What Is the Apocrypha? The Bible's “Hidden” Books, Explained

The Apocrypha is a collection of ancient Jewish writings — traditionally counted as 14 books, including Tobit, Judith, the Wisdom of Solomon, Sirach, and 1–2 Maccabees — composed roughly between 300 BC and AD 100. Most of these books appeared in the Septuagint, the Greek Old Testament used by the earliest Christians, and they were printed in most Christian Bibles for centuries, including the original 1611 King James Version. Catholic and Orthodox Bibles still contain most of them today; Protestant publishers largely stopped printing them in the 19th century.

The 14 Books of the Apocrypha: The Complete List

This is the classic list as it appeared in the 1611 King James Version, where the Apocrypha stood as its own section between the Old and New Testaments.

# Book What it is
1 1 Esdras An alternate Greek telling of the Ezra story, famous for its debate over what is strongest: wine, kings, women — or truth.
2 2 Esdras A Jewish apocalypse written after Jerusalem's destruction in AD 70, wrestling with why God permits suffering.
3 Tobit A folktale of a blind exile, his son Tobias, and the angel Raphael traveling with them in disguise.
4 Judith A widow saves Israel by entering the enemy camp and beheading the Assyrian general Holofernes.
5 Additions to Esther Six Greek passages that add prayers — and explicit mentions of God — to a book that otherwise never names Him.
6 Wisdom of Solomon A Greek-influenced meditation on wisdom, justice, and the immortality of the soul.
7 Ecclesiasticus (Wisdom of Jesus ben Sirach) Practical proverbs from a Jerusalem sage, written around 180 BC — the one book in the collection whose real author signs his own name.
8 Baruch (with the Letter of Jeremiah) Attributed to Jeremiah's scribe: confession, consolation, and a sharp satire against idol worship.
9 Prayer of Azariah & Song of the Three An addition to Daniel — the hymn sung by the three young men inside the fiery furnace.
10 Susanna Daniel cross-examines two false accusers and exposes their lie — often called one of the earliest courtroom dramas in world literature.
11 Bel and the Dragon Daniel exposes the idol Bel with a detective's trick — and destroys a living serpent the Babylonians worshiped.
12 Prayer of Manasseh A short, moving prayer of repentance placed in the mouth of Judah's most notorious king.
13 1 Maccabees A sober history of the Jewish revolt against the Seleucid empire — the primary source for the story behind Hanukkah.
14 2 Maccabees A theological retelling of the same era, with famous accounts of martyrdom and the hope of resurrection.
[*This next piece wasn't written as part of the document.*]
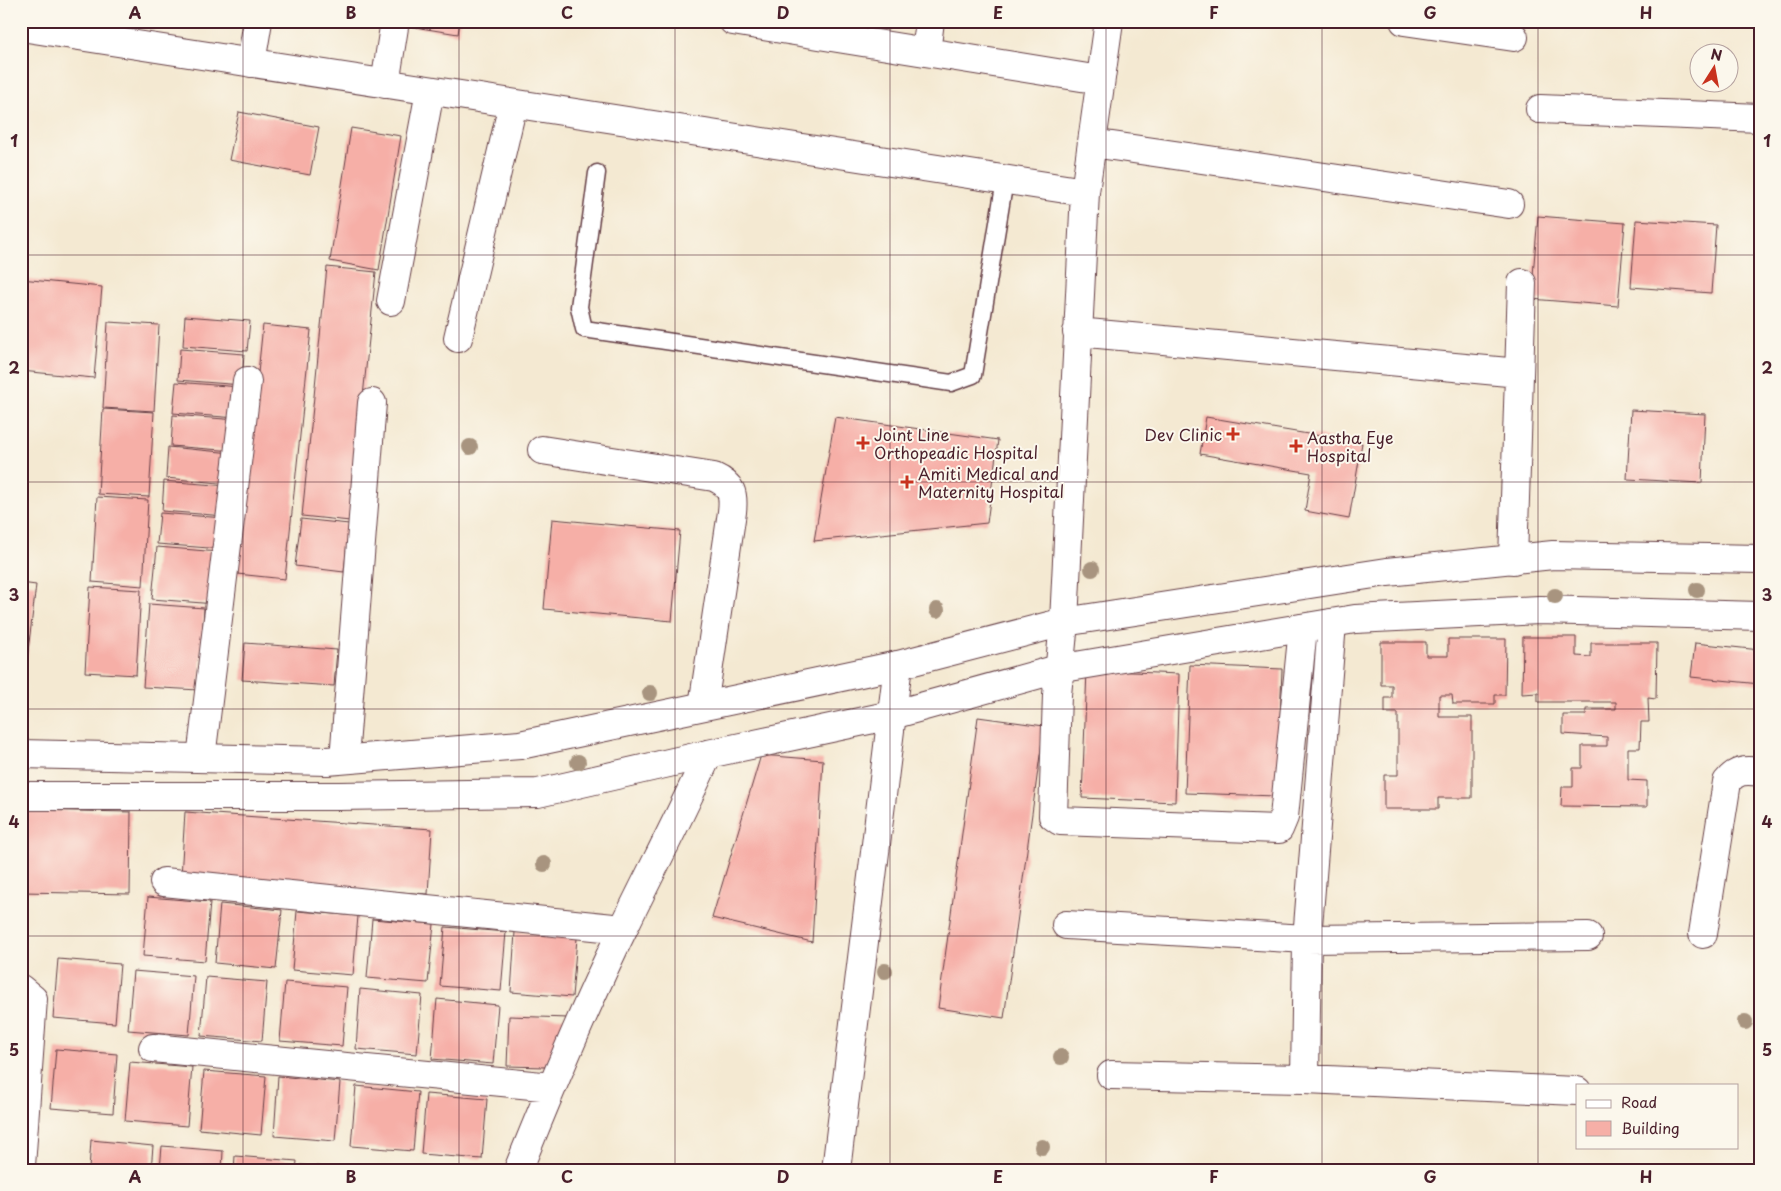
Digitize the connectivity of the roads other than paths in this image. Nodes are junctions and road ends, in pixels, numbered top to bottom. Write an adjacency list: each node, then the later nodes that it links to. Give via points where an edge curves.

A note on counting: the 1611 KJV printed the Letter of Jeremiah as the sixth chapter of Baruch, which keeps the total at 14. When it is printed as its own book, the same collection is counted as 15. Catholic Bibles include most of these books (there they are called deuterocanonical), while Orthodox Bibles add a few more, such as 3 Maccabees and Psalm 151.

What Exactly Is the Apocrypha?

The word comes from the Greek apokryphos, meaning "hidden away." The label was not originally an accusation — it described books whose origins were uncertain or which were set apart from public reading, and it was the church father Jerome who popularized it for the books found in Greek and Latin Bibles but not in the Hebrew scriptures.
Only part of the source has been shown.